Sacroiliac joint pain
What are sacroiliac joints (ISG)?
The sacrum is a wedge-shaped bone on the lower spine, below the lumbar spine. Most vertebrae are mobile, but the sacrum is formed by five fused vertebrae that are not mobile.
The iliac bones are two large bones that form the pelvis.
The sacroiliac joints (ISG) connect the spine to the pelvis.
The sacrum and ilium are connected by some strong ligaments.
What are the causes of iliosacral dysfunction
Like most other joints in the body, the sacroiliac joints have a layer of cartilage that covers the bone.
As the cartilage wears out, the bones begin to rub against each other.
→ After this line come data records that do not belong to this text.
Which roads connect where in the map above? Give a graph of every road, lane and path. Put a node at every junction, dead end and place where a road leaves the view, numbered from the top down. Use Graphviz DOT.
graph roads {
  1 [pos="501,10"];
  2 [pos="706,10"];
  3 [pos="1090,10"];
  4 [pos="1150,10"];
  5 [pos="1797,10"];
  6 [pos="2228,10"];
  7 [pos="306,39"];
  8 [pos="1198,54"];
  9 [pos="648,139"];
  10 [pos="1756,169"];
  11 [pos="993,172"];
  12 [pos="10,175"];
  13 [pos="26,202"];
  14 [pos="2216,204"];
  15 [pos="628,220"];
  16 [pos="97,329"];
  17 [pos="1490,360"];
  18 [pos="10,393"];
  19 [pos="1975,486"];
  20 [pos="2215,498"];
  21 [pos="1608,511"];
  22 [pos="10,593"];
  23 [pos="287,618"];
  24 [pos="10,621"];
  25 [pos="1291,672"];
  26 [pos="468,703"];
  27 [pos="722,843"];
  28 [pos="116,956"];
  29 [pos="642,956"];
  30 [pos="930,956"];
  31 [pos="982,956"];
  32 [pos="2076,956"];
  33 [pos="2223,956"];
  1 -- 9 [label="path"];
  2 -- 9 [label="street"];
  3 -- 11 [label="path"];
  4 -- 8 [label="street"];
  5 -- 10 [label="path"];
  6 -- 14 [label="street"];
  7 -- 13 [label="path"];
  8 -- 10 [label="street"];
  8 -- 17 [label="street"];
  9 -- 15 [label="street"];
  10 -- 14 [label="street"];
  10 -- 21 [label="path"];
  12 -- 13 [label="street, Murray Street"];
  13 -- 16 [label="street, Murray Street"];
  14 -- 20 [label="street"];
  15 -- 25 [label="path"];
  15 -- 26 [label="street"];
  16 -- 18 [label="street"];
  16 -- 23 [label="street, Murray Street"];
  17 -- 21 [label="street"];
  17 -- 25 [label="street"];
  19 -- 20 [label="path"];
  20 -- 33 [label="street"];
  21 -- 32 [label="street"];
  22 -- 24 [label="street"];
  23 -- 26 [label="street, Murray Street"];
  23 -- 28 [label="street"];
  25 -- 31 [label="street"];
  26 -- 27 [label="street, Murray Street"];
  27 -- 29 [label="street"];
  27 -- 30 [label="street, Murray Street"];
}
This leads to degenerative arthritis (osteoarthritis).
Degenerative arthritis is just as common in ISGs as it is in other joints of the body.
Another common cause of ISG malfunction is pregnancy.
During gestation, hormones are produced in the woman’s body, which slacken the ligaments.
This prepares the mother’s body for childbirth.
The sagging of the ligaments allows greater movement in the joints and can lead to higher wear.
The increase in body weight and the changed way of walking cause further stress on these structures.
Any pathology that leads to a change in gait increases the joint load.
This also includes the asymmetry of the lower extremities (leg length difference), hip pain, pain in the knee, ankle or foot. Often patients with severe pain in the lower extremities have back problems (lumbar spine) or problems with the ISG.
There are many diseases that lead to inflammation of the IS joints.
The following are the most important ones:
- rheumatoid arthritis,
- psoriatic arthritis,
- Ankylosing spondylitis.
These diseases are arthritides that can affect all joints of the body.
What are the symptoms of iliosacral dysfunction?
The most common symptom is pain. Patients feel the pain in the lower back or in the back of the hips.
The pain can also occur in the groin and thigh.
The pain worsens when standing and walking, and improves when lying down.
How is iliosacral dysfunction diagnosed?
The diagnosis begins with the anamnesis and a physical examination.
After that, radiography (X-ray) is recommended.
According to the doctor’s instructions, the patient must have an X-ray of the pelvis, hips or lumbar spine.
A CT scan provides more detailed information about the joints and bones.
Both X-ray and CT diagnose sacroiliitis.
It appears like sclerosis of the joints: the doctor sees bone erosion around the joints.